Next, with reference to FIGS. 2 to 9, some specific aspects of the plate 30 will be illustrated.

A first plate 30a shown in FIGS. 2 and 3 has only one through hole 33a as the through hole 33. The through hole 33a has a circular cross-sectional shape when viewed in the plate normal direction.

A second plate 30b shown in FIGS. 4 and 5 has the through hole 33a and a through hole 33b different from the through hole 33a as the through holes 33. The through hole 33b is provided, for example, at a position at an angle of 180° from the through hole 33a around the rotation axis 30z. The length of the through hole 33b in the penetrating direction is longer than the length of the through hole 33a in the penetrating direction. Specifically, a protrusion 31 protruding in the penetrating direction is provided around the through hole 33b on the back surface of the second plate 30b. Thereby, the through hole 33b is longer than the through hole 33a in the penetrating direction.

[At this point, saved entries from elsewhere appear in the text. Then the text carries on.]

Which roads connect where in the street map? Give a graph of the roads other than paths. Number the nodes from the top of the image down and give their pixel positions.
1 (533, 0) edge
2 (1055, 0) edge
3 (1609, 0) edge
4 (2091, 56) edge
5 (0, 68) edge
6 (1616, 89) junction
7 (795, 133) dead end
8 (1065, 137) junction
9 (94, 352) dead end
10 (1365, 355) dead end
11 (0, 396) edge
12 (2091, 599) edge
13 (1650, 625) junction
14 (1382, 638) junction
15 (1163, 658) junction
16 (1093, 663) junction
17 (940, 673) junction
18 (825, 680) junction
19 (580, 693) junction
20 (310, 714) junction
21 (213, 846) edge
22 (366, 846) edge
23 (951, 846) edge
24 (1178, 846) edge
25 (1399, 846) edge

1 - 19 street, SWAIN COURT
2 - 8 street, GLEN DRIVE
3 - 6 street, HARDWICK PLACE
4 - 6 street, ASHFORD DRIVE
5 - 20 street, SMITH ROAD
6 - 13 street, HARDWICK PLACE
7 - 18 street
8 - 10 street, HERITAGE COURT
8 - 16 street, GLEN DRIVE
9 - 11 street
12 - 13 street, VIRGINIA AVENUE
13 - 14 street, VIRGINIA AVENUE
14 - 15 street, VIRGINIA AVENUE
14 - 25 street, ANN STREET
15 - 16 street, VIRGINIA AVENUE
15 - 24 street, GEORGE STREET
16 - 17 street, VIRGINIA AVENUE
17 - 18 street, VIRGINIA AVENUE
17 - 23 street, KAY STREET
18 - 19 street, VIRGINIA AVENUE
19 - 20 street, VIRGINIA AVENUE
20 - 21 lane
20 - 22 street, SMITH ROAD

A third plate 30c shown in FIGS. 6 and 7 has the through hole 33a and a through hole 33c different from the through hole 33a as the through holes 33. Hereinafter, two directions of the plate 30 orthogonal to each other when viewed in the plate normal direction are referred to as a “longitudinal direction” and a “lateral direction”. The through hole 33c has an elliptical cross-sectional shape when viewed in the plate normal direction, and the length in the longitudinal direction and the length in the lateral direction are different from each other. The ellipse here is an ellipse in a broad sense, and includes an ellipse in a narrow sense, i.e., an ellipse in a mathematical definition In addition the ellipse here includes an oval shape, an intermediate shape between the oval shape and the ellipse in a narrow sense, and the like. Alternatively, the through hole 33c may have a rectangular cross-sectional shape instead of such an elliptical shape.

A fourth plate 30d shown in FIGS. 8 and 9 has the through hole 33a and a through hole 33d different from the through hole 33a as the through holes 33. The through hole 33d is provided at a position closer to the rotation axis 30z than the through hole 33a.

Next, with reference to FIG. 1 again, the plate drive 50, the meter 70, and the transition detector 80 will be described.

One of the plurality of plates 30 as exemplified above, that is, the plurality of plates 30 that differ from each other in at least one of the penetrating direction length, shape, or number of the through holes 33, is replaceably attached to the rotor of the plate drive 50.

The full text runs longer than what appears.